Top of Extracted material

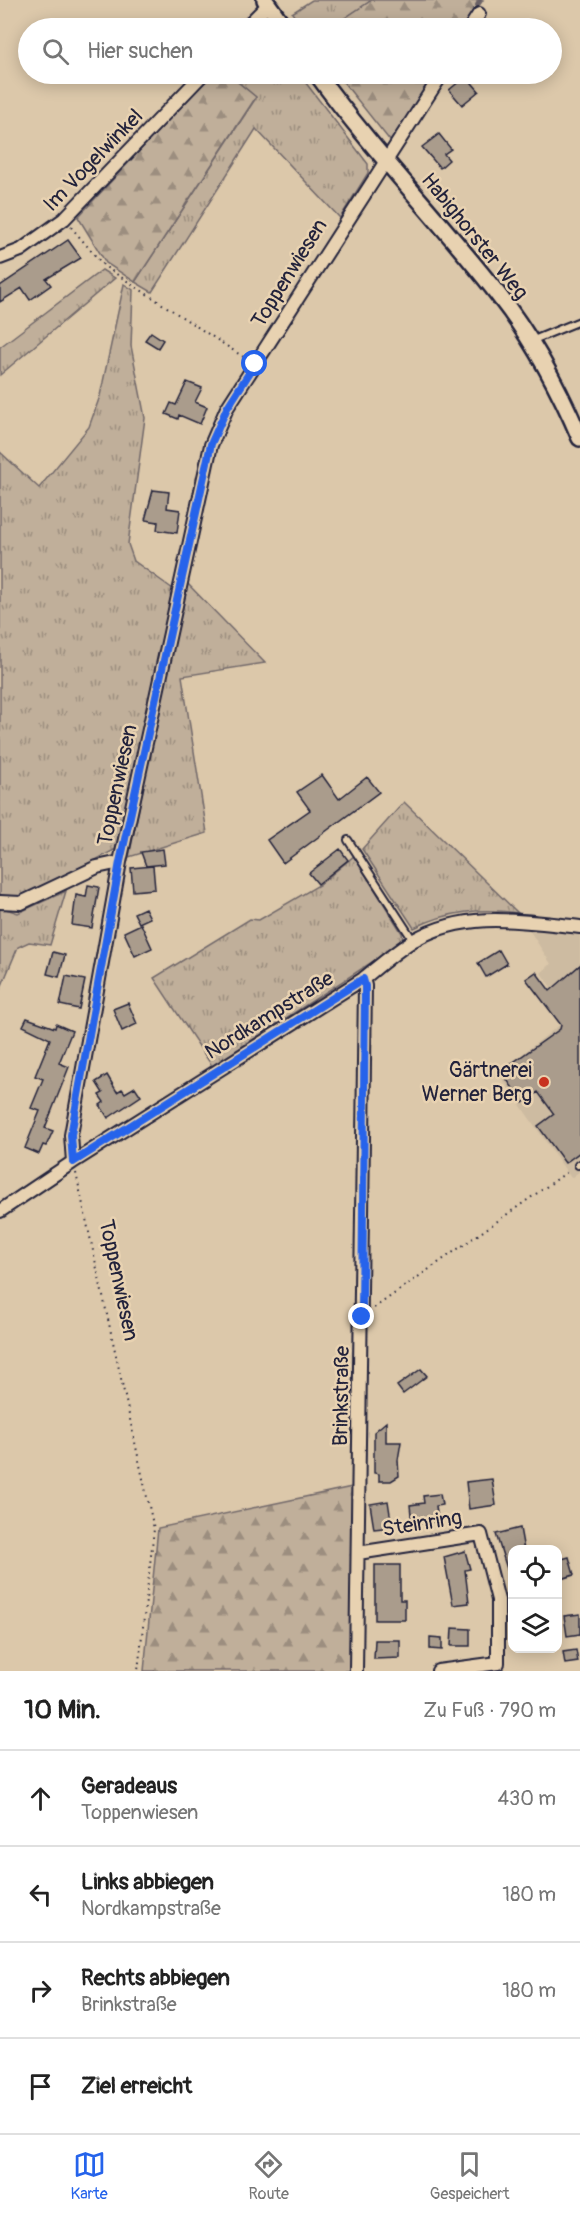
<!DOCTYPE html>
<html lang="de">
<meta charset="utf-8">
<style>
:root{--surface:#fff;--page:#f2f2f2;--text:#222;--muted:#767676;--line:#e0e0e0;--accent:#2563eb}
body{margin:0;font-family:Pangolin,sans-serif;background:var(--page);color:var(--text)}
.controls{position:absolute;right:18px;bottom:18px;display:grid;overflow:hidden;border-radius:12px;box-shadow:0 3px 15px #0003}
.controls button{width:54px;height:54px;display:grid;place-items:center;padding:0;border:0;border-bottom:2px solid var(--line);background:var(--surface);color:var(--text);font:30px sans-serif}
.stop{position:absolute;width:18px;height:18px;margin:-14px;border:4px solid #2563eb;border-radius:50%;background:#fff}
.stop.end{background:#2563eb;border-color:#fff;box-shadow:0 2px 6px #0008}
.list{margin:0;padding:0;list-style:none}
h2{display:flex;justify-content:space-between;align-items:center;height:78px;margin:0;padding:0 24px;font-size:26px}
h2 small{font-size:20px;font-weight:400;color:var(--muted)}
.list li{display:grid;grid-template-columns:39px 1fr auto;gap:18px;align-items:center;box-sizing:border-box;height:96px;padding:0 24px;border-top:2px solid var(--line)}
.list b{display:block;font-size:22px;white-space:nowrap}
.list p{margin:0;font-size:20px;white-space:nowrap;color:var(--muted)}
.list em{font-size:20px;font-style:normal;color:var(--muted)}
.icon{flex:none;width:33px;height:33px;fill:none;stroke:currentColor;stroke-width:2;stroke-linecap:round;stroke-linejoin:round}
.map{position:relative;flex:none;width:580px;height:1671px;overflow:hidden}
.search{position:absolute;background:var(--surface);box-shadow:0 3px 15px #0003;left:18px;right:18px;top:18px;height:66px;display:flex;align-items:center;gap:15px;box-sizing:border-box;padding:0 21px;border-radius:33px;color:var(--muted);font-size:22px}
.sheet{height:462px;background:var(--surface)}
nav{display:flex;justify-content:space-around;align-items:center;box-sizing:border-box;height:84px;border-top:2px solid var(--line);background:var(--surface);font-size:16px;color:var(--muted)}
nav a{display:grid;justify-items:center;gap:3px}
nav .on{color:var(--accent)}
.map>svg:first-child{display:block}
</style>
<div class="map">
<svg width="580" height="1671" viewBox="0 0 580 1671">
<defs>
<pattern id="grass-tufts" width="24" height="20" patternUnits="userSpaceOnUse" patternTransform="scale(1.5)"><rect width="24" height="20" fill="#c0af9a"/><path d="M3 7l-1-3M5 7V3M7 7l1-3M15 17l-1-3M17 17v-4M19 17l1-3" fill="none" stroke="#9c8e7f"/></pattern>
<pattern id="forest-firs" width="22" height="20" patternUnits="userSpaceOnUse" patternTransform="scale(1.5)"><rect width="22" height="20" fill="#c0af9a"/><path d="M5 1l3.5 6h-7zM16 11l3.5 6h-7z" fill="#9c8e7f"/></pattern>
</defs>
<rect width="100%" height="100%" fill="#dcc8aa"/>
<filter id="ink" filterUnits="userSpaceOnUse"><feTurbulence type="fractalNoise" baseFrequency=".0167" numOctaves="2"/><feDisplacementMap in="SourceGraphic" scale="12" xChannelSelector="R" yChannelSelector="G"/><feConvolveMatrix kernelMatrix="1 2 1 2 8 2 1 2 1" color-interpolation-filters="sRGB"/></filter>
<g filter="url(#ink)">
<!-- built -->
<path fill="#cdbba1" d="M528 928 580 935V1171L571 1178 498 1073 571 1016 541 973 551 964Z"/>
<!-- grass -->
<path fill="url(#grass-tufts)" stroke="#71686a" stroke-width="1.5" d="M312 0H372L330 28H303L292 13Z
M228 74H299L368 164V173L340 218 256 129 152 292 135 282 256 98Z
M102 270 115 278 0 375V347Z
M124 284 133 290 131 346 145 418 128 544 134 561 173 589 116 849 31 895 13 899 0 896V452L39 488 89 427 100 396Z
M185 581 265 663 182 676 207 833 129 857Z
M404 802 518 913C481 908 448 911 414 928L362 849Z
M354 856 402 933 403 942 212 1066 154 978 250 919 259 920 319 885Z
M66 891 50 945 29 942 18 947 0 990V907L18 913Z"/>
<!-- forest -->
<path fill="url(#forest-firs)" stroke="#71686a" stroke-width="1.5" d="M372 0H483L464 28H330Z
M211 74H228L256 97 135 282 106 263 78 217Z
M337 74H435L391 142Z
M352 1487 350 1671H144L158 1528Z"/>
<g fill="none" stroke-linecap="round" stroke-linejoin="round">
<!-- stream -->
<path stroke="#696065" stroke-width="4" d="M477 5 480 0"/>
</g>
<!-- building -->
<path fill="#aa9c8c" stroke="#22223b" stroke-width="1.5" d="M466 76 479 91 462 105 449 90Z
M439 134 451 149 444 154 449 160 440 168 422 147Z
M68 240 81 258 46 279 51 285 30 300 22 288 0 302V286Z
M151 332 163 340 158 348 145 340Z
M187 382 202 388 195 402 207 407 200 424 179 415 178 419 166 414 171 403 176 405Z
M153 490 169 492 167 508 180 510 177 533 157 530 158 522 145 520Z
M322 775 339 799 367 777 379 792 283 863 267 840 310 810 297 792Z
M163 849 165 864 146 866 141 852Z
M340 849 348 860 318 884 309 873Z
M153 866 155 889 133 891 131 868Z
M88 885 99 887 92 928 72 925 76 895 86 897Z
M145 908 150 918 139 923 134 913Z
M141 924 152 948 135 956 124 932Z
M499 950 507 964 486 977 478 963Z
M53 952 65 955 59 977 47 974Z
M580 965V1152L565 1163 538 1126 554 1114 538 1092 523 1103 501 1071 560 1029 561 1025 526 979 536 972 550 991Z
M66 976 85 980 79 1009 60 1005Z
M128 1003 137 1024 122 1031 113 1009Z
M27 1018 55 1028 56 1024 72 1031 59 1063 69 1067 45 1128 53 1131 46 1146 43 1145 39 1154 25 1148 40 1111 31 1108 43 1079 35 1076 50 1039 23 1026Z
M107 1075 117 1092 122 1089 125 1093 135 1087 141 1096 108 1118 100 1105 104 1102 99 1095 103 1093 96 1082Z
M421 1369 427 1376 403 1394 397 1386Z
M386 1422V1442H401L398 1460 399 1476 391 1481H379V1474L374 1473V1432Z
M492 1479 496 1505 469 1509 466 1482Z
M440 1494 442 1505 436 1506 438 1521 412 1525 410 1505 424 1503 423 1496Z
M388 1501 392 1527 374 1529 370 1504Z
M520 1528 524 1550H513V1574L509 1575 496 1534Z
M465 1551 470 1569 465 1570 469 1603 453 1605 444 1557Z
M569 1557 574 1575 558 1580V1560Z
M375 1565H400V1600H405V1620H375Z
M580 1614V1634L567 1636 564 1616Z
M452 1628 470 1629V1646H451Z
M430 1637 442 1638V1650L430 1649Z
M375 1640H400V1658L374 1659Z
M576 1650 578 1662 565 1664 563 1652Z"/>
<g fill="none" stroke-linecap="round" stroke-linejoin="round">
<!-- service casing -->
<g stroke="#22223b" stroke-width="10">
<path id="service" d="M531 341 580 321
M348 840 413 940
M578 1165 580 1164"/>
</g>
<!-- minor casing -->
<g stroke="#22223b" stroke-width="16">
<path id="minor" d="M245 28 268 5
M470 28 479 14
M0 258 21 250 64 219 203 74
M0 902 21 903 97 867 120 862
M73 1162 71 1135 120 862 211 445 227 408 442 74
M0 1211 73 1162 363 979C379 966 396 951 414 940 467 910 522 921 580 927
M358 1553 481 1534 498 1600V1663L438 1671
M356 1671 365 986 363 979"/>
</g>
<!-- tertiary casing -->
<g stroke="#22223b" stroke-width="20">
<path id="tertiary" d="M265 0 285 28
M317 74C372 150 438 218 496 292 531 336 558 386 580 438"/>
</g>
<!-- path -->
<path stroke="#22223b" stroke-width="2" stroke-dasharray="1.5 4.5" stroke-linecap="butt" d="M71 227 104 266 245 358
M76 1173 154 1529 138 1671
M374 1308 570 1170"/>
<!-- service -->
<use href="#service" stroke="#e8d2b1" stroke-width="6"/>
<!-- minor -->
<use href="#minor" stroke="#e8d2b1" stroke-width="12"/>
<!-- tertiary -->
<use href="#tertiary" stroke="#e8d2b1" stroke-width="15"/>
</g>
</g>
<g fill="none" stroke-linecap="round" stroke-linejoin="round" filter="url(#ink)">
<!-- route -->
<path stroke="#2563eb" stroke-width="8" d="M255 364 227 408 211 444 120 862 71 1135 73 1162 363 979 365 986 362 1317"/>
</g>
<!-- markers -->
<circle fill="#c8321e" stroke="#e8d2b1" stroke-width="2" cx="544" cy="1082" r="6"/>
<g text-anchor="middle" stroke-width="5" stroke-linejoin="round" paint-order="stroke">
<!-- street labels -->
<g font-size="21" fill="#22223b" stroke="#e8d2b1">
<text transform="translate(93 160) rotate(-46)" y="7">Im Vogelwinkel</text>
<text transform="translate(475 236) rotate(51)" y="7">Habighorster Weg</text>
<text transform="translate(289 273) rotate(-58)" y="7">Toppenwiesen</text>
<text transform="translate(117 785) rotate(-78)" y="7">Toppenwiesen</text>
<text transform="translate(269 1015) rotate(-32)" y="7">Nordkampstraße</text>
<text transform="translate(119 1280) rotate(78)" y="7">Toppenwiesen</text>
<text transform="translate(341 1396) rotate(-89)" y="7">Brinkstraße</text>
<text transform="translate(422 1523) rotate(-9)" y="7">Steinring</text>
</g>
<!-- poi labels -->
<g font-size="21" fill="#22223b" stroke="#e8d2b1" text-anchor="end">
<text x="532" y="1077">Gärtnerei<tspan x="532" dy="24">Werner Berg</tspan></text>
</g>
</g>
</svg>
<div class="controls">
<button><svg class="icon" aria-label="locate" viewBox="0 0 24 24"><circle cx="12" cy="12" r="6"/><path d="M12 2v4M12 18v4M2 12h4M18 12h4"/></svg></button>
<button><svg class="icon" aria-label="layers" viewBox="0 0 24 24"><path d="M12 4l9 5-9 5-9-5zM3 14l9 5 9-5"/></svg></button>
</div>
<div class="stop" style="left:255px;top:364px"></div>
<div class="stop end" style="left:362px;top:1317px"></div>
<div class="search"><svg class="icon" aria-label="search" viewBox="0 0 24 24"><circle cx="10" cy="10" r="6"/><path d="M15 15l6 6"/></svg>Hier suchen</div>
</div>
<section class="sheet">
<h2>10 Min.<small>Zu Fuß · 790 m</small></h2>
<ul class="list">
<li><svg class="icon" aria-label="ahead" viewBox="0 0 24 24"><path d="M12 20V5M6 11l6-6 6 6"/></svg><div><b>Geradeaus</b><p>Toppenwiesen</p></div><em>430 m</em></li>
<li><svg class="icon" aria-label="left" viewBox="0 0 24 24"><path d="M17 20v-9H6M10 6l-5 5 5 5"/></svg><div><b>Links abbiegen</b><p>Nordkampstraße</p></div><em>180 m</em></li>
<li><svg class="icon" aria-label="right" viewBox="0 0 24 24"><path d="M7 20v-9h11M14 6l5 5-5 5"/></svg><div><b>Rechts abbiegen</b><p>Brinkstraße</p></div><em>180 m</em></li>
<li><svg class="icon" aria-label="arrive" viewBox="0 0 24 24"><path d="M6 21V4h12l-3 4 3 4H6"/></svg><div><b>Ziel erreicht</b></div></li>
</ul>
</section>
<nav>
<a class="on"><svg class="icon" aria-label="map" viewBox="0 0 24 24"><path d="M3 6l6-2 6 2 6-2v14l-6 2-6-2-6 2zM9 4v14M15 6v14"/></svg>Karte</a>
<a><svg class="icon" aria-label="directions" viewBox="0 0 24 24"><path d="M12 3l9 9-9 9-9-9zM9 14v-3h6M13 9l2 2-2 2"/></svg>Route</a>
<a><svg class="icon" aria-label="saved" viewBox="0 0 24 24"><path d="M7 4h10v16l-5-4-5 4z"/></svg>Gespeichert</a>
</nav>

Bottom of Extracted material

[Directions for this task]:
Check each line of the data above for the word "white" and copy the ones where it is found.

[Your response]:
.list b{display:block;font-size:22px;white-space:nowrap}
.list p{margin:0;font-size:20px;white-space:nowrap;color:var(--muted)}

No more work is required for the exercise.